[Data items]
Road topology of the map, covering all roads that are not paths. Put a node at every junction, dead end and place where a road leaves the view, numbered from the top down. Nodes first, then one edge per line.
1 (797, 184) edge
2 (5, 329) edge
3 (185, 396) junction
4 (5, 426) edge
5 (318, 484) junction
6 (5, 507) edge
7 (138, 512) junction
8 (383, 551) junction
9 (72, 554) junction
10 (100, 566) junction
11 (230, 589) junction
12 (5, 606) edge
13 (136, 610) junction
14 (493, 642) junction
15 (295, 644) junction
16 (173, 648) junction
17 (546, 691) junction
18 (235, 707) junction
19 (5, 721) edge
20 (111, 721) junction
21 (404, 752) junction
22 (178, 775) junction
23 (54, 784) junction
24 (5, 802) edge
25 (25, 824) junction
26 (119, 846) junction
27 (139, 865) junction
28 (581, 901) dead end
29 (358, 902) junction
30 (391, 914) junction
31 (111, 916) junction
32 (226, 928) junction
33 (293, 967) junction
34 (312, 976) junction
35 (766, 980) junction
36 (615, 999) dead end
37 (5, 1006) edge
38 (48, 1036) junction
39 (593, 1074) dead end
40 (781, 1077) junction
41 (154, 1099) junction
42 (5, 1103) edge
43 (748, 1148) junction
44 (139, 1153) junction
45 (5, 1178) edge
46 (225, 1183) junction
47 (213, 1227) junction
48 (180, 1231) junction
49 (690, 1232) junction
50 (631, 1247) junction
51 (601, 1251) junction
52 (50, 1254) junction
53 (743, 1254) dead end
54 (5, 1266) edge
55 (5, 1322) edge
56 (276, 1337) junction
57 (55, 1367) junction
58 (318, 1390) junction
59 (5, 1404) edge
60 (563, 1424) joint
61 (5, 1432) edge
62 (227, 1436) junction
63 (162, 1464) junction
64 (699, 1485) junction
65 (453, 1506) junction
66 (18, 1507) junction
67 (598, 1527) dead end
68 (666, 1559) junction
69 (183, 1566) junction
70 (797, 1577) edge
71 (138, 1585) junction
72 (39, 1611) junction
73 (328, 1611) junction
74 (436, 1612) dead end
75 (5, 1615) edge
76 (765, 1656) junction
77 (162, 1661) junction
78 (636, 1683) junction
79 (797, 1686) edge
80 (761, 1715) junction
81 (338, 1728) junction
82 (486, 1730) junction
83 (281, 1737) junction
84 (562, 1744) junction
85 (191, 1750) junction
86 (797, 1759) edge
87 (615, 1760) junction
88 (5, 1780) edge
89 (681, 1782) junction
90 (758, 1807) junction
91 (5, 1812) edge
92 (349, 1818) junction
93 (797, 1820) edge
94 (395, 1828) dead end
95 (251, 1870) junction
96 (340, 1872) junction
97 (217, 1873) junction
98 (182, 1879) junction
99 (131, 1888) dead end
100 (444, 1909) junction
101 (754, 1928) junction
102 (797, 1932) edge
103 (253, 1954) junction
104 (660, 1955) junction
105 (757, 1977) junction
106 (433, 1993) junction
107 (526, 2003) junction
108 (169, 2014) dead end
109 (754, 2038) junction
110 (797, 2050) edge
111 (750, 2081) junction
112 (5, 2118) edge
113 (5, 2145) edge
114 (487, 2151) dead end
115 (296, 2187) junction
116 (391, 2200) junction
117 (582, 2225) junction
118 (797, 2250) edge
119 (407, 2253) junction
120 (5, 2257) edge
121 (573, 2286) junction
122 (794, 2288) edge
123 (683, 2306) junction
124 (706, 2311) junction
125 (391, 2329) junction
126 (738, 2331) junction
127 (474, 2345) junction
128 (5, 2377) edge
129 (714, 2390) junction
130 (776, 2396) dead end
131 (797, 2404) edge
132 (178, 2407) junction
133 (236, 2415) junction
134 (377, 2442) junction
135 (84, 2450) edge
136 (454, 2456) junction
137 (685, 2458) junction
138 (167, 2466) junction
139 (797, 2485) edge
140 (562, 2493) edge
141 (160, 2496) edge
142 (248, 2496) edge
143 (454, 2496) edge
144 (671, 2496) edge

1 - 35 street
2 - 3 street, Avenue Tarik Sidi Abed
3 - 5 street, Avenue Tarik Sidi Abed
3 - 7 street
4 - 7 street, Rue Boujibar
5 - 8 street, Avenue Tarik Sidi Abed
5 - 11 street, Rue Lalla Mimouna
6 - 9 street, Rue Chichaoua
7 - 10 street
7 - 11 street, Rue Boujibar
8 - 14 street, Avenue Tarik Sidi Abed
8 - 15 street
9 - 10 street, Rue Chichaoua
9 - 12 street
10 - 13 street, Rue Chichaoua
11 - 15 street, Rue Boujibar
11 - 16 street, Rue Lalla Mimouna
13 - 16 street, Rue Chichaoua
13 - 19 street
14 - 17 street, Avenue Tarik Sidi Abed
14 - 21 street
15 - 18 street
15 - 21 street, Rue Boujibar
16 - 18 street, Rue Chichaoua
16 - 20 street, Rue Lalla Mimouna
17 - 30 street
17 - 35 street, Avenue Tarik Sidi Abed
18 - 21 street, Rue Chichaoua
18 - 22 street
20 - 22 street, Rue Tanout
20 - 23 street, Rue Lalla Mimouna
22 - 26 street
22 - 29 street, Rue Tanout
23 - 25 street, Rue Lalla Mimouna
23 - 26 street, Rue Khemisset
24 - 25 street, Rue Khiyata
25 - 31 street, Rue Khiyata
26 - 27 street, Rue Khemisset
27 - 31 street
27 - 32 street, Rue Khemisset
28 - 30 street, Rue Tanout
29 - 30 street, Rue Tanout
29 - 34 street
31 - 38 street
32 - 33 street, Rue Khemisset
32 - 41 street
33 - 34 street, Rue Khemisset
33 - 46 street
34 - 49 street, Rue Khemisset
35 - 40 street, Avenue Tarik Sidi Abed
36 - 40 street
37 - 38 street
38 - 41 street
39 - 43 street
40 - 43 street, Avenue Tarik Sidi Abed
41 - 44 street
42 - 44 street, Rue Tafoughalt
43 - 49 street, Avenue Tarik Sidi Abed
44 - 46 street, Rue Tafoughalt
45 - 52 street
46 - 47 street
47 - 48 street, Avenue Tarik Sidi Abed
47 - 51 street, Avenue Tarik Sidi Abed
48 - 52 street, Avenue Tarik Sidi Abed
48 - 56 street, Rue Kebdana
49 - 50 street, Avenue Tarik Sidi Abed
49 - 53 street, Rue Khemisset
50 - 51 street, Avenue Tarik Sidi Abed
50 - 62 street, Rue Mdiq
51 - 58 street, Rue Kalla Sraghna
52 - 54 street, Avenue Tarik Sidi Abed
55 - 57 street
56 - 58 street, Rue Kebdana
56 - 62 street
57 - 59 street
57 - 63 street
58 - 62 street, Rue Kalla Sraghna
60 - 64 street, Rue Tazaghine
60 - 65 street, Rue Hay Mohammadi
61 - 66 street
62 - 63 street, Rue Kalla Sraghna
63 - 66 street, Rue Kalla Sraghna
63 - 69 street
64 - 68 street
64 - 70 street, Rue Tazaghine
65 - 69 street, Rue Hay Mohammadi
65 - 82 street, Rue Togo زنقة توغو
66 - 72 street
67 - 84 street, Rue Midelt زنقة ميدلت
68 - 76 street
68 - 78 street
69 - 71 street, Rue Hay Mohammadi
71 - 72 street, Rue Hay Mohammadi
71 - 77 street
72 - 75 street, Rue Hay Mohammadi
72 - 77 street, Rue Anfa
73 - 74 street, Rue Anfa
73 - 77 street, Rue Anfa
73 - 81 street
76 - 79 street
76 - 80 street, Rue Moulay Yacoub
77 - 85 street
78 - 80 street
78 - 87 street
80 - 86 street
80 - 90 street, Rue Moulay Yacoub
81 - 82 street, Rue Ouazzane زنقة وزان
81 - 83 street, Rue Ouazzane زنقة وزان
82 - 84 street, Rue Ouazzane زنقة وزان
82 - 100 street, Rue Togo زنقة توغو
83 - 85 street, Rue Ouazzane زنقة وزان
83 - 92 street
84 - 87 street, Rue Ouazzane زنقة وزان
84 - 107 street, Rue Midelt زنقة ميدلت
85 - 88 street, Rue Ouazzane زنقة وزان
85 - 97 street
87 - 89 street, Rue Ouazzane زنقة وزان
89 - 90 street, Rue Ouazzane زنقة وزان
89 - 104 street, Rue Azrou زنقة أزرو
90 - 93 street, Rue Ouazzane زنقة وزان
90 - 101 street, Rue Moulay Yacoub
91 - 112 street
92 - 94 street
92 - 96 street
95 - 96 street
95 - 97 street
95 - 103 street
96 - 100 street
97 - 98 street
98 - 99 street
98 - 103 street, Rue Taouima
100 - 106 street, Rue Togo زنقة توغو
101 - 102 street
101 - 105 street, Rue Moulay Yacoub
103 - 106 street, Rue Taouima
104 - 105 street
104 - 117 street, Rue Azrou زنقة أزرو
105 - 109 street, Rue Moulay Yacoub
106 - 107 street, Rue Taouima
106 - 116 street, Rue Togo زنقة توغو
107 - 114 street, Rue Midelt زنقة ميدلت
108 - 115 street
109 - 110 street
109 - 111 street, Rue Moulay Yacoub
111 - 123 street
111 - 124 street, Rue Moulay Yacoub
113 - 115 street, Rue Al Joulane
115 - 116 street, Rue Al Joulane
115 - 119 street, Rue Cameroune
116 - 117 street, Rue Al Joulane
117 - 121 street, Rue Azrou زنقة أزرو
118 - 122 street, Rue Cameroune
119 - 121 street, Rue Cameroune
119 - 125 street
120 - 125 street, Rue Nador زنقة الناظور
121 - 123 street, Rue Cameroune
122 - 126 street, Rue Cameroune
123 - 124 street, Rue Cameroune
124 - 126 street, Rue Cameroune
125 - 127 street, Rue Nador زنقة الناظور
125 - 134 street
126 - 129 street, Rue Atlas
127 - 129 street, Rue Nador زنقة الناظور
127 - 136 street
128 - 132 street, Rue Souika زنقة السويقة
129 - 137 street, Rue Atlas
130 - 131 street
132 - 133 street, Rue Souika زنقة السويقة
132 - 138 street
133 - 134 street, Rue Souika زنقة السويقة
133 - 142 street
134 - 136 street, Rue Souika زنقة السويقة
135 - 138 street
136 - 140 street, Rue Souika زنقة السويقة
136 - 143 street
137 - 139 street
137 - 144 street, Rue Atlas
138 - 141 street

• [WORK REQUEST]:
Which lines in the records above contain the word "Lalla"? Copy each one.

• [SOLUTION TO THE PROBLEM]:
5 - 11 street, Rue Lalla Mimouna
11 - 16 street, Rue Lalla Mimouna
16 - 20 street, Rue Lalla Mimouna
20 - 23 street, Rue Lalla Mimouna
23 - 25 street, Rue Lalla Mimouna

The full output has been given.